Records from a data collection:
▬▬▬▬▬▬▬▬▬▬

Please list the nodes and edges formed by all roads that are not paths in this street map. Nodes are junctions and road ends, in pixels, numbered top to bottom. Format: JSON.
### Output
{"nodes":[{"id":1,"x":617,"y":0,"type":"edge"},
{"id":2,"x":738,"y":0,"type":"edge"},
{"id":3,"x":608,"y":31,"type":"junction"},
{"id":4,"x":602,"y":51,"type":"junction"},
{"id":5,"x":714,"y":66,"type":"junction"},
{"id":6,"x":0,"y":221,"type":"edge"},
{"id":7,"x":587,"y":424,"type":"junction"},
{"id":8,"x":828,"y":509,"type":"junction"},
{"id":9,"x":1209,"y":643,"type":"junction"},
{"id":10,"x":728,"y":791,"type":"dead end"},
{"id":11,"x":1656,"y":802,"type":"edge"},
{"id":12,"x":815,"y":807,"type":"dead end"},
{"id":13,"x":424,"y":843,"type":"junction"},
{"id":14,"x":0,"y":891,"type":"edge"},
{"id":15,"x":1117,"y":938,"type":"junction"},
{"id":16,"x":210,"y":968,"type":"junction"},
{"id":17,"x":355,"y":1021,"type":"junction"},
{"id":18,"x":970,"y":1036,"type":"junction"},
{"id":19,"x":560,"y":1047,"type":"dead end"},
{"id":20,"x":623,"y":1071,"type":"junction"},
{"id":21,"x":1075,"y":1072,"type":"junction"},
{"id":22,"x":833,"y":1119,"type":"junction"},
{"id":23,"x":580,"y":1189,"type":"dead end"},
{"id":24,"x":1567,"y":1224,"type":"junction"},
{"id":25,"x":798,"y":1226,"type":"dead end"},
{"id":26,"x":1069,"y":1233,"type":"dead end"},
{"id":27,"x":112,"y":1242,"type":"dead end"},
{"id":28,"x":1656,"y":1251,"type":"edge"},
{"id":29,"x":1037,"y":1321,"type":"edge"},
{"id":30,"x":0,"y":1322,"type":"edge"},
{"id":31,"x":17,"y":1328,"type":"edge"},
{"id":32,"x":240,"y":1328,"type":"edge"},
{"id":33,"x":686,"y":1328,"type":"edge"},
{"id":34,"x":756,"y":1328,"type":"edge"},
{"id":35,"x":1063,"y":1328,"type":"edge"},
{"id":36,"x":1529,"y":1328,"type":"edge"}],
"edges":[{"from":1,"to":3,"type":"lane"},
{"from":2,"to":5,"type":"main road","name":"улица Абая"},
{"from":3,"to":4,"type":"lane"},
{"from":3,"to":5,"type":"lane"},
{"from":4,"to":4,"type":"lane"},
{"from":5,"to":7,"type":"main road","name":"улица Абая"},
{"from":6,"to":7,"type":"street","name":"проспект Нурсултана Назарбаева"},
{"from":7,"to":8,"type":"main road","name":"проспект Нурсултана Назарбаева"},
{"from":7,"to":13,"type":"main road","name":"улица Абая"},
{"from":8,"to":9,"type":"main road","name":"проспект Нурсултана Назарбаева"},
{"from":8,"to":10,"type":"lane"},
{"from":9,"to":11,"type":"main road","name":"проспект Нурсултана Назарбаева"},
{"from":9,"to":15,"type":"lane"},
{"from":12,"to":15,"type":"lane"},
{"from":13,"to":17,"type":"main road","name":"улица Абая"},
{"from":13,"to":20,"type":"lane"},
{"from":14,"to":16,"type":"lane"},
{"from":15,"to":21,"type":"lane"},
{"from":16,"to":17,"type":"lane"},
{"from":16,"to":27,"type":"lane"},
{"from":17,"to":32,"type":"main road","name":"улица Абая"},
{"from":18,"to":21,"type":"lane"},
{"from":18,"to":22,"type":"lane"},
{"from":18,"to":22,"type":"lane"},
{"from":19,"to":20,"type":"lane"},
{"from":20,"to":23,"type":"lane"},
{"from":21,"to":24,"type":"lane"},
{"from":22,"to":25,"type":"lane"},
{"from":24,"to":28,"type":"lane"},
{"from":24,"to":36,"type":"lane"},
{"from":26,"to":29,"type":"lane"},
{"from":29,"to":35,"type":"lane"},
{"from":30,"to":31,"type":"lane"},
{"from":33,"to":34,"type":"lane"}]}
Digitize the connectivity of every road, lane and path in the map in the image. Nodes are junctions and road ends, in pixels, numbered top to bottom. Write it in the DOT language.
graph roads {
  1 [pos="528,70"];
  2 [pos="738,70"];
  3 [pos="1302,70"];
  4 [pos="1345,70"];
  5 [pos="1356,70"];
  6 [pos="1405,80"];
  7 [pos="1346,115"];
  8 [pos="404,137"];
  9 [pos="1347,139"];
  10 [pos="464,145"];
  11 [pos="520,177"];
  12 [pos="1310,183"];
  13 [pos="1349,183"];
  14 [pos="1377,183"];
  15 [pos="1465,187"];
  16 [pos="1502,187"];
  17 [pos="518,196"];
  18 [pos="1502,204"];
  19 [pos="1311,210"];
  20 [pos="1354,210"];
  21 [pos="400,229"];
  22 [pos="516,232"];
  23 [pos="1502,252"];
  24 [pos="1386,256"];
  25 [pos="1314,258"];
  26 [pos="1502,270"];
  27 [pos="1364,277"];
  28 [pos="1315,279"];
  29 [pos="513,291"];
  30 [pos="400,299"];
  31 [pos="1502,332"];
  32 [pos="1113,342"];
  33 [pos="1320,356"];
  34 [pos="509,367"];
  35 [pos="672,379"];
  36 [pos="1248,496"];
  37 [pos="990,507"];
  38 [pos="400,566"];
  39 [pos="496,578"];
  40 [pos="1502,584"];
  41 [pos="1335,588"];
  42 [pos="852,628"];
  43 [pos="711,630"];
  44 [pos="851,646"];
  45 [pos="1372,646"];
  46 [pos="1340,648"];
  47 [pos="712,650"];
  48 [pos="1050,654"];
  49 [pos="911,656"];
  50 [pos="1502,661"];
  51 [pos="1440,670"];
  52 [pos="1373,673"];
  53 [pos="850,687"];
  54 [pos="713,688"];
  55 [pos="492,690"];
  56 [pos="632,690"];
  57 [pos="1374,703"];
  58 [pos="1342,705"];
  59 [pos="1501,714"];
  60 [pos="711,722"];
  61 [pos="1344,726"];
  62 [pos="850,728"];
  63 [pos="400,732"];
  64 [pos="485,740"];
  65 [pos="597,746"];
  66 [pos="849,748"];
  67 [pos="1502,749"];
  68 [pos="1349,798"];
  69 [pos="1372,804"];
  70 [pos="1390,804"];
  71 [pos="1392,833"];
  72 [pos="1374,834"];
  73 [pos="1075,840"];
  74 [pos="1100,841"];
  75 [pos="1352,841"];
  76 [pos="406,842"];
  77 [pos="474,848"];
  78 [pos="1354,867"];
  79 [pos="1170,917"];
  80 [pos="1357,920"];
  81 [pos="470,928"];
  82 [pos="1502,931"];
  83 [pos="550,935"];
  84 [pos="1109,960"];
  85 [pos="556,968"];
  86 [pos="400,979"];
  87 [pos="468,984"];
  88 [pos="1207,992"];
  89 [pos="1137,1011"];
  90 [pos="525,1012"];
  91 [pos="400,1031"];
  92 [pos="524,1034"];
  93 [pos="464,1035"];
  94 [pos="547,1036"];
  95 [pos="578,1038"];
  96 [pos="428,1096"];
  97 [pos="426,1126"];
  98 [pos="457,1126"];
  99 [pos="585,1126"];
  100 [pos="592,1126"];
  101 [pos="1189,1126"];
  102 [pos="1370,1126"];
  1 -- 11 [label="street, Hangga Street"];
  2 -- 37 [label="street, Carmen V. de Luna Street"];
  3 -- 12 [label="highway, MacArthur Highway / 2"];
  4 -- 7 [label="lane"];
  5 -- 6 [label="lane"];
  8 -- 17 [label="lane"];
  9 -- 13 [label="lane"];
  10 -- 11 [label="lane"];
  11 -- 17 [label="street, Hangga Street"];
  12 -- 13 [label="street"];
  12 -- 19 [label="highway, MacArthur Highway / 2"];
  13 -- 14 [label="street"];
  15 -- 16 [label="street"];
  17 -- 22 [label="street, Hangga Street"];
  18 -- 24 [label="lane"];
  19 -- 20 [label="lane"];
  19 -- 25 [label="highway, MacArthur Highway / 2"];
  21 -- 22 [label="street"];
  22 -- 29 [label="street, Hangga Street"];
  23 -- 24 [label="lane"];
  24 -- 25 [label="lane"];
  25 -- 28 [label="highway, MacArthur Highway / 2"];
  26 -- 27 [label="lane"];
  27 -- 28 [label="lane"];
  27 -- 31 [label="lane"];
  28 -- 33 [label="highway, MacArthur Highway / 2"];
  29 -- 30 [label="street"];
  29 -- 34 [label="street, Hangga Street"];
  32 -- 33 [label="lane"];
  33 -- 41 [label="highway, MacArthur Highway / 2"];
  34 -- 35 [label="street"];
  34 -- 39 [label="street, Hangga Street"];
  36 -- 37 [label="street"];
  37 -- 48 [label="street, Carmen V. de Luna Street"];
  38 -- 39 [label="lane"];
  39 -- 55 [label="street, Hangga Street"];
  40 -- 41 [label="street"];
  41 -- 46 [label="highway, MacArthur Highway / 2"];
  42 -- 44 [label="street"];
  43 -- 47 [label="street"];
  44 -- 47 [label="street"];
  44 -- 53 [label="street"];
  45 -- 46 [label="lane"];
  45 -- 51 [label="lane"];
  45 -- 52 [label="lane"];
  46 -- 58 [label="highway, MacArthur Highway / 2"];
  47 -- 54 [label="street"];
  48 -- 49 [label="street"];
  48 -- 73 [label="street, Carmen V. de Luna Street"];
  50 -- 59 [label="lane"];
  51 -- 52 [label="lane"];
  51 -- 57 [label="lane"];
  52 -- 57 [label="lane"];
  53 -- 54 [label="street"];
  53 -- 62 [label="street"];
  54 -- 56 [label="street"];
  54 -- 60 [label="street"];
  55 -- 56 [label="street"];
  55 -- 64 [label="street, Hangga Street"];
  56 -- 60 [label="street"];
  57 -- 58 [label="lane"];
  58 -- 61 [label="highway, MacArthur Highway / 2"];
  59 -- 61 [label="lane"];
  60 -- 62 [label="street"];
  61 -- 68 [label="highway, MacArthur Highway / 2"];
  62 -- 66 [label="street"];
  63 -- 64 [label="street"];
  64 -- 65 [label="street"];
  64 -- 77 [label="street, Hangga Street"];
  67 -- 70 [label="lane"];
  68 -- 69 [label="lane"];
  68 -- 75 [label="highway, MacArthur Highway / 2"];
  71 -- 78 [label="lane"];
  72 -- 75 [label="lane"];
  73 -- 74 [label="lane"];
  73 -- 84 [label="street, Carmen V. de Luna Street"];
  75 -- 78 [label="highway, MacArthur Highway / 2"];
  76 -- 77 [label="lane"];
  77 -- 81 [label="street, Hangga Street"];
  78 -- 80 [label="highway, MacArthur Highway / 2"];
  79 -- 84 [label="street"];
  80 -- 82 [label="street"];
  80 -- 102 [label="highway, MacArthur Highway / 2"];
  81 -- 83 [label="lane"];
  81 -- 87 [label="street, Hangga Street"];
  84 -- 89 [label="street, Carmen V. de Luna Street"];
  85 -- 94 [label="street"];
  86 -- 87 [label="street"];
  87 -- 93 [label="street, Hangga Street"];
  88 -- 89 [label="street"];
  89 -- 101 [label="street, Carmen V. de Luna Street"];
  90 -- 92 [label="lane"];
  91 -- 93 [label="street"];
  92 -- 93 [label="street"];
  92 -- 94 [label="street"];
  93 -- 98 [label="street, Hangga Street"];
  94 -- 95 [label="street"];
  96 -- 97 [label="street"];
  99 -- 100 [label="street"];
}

▬▬▬▬▬▬▬▬▬▬

### What you will do
Using the entries, state how many of their lines hold "roads"; give the number and no more.

### Reply to the task
2